(Excerpts from a dataset)
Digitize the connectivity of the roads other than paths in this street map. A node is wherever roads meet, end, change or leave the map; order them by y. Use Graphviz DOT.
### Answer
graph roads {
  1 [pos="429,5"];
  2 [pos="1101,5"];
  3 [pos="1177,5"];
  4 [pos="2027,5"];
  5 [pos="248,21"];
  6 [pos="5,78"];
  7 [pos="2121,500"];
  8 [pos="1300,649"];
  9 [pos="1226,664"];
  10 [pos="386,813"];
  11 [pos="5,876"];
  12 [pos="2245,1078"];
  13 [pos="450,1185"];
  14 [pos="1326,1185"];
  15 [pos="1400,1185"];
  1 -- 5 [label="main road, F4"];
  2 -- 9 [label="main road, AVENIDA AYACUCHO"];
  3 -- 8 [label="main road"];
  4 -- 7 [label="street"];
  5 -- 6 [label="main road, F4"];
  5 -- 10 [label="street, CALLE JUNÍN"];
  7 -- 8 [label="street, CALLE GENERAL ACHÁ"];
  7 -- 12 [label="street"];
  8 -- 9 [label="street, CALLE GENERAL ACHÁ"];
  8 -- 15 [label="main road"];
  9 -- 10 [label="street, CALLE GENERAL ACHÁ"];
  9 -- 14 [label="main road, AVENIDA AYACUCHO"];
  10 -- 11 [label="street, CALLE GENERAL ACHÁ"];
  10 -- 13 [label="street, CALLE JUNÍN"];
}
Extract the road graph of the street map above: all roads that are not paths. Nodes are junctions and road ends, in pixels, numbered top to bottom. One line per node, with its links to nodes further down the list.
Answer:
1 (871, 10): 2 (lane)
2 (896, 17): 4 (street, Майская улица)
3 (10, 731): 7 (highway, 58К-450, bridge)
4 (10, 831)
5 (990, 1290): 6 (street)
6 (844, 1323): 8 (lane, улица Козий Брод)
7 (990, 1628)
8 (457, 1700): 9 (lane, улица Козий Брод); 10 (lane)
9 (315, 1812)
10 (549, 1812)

WHAT THE TASK ASKS
What is needed is an exact copy of every entry.

SOLVED EXERCISE
Digitize the connectivity of the roads other than paths in this street map. A node is wherever roads meet, end, change or leave the map; order them by y. Use Graphviz DOT.
### Answer
graph roads {
  1 [pos="429,5"];
  2 [pos="1101,5"];
  3 [pos="1177,5"];
  4 [pos="2027,5"];
  5 [pos="248,21"];
  6 [pos="5,78"];
  7 [pos="2121,500"];
  8 [pos="1300,649"];
  9 [pos="1226,664"];
  10 [pos="386,813"];
  11 [pos="5,876"];
  12 [pos="2245,1078"];
  13 [pos="450,1185"];
  14 [pos="1326,1185"];
  15 [pos="1400,1185"];
  1 -- 5 [label="main road, F4"];
  2 -- 9 [label="main road, AVENIDA AYACUCHO"];
  3 -- 8 [label="main road"];
  4 -- 7 [label="street"];
  5 -- 6 [label="main road, F4"];
  5 -- 10 [label="street, CALLE JUNÍN"];
  7 -- 8 [label="street, CALLE GENERAL ACHÁ"];
  7 -- 12 [label="street"];
  8 -- 9 [label="street, CALLE GENERAL ACHÁ"];
  8 -- 15 [label="main road"];
  9 -- 10 [label="street, CALLE GENERAL ACHÁ"];
  9 -- 14 [label="main road, AVENIDA AYACUCHO"];
  10 -- 11 [label="street, CALLE GENERAL ACHÁ"];
  10 -- 13 [label="street, CALLE JUNÍN"];
}
Extract the road graph of the street map above: all roads that are not paths. Nodes are junctions and road ends, in pixels, numbered top to bottom. One line per node, with its links to nodes further down the list.
Answer:
1 (871, 10): 2 (lane)
2 (896, 17): 4 (street, Майская улица)
3 (10, 731): 7 (highway, 58К-450, bridge)
4 (10, 831)
5 (990, 1290): 6 (street)
6 (844, 1323): 8 (lane, улица Козий Брод)
7 (990, 1628)
8 (457, 1700): 9 (lane, улица Козий Брод); 10 (lane)
9 (315, 1812)
10 (549, 1812)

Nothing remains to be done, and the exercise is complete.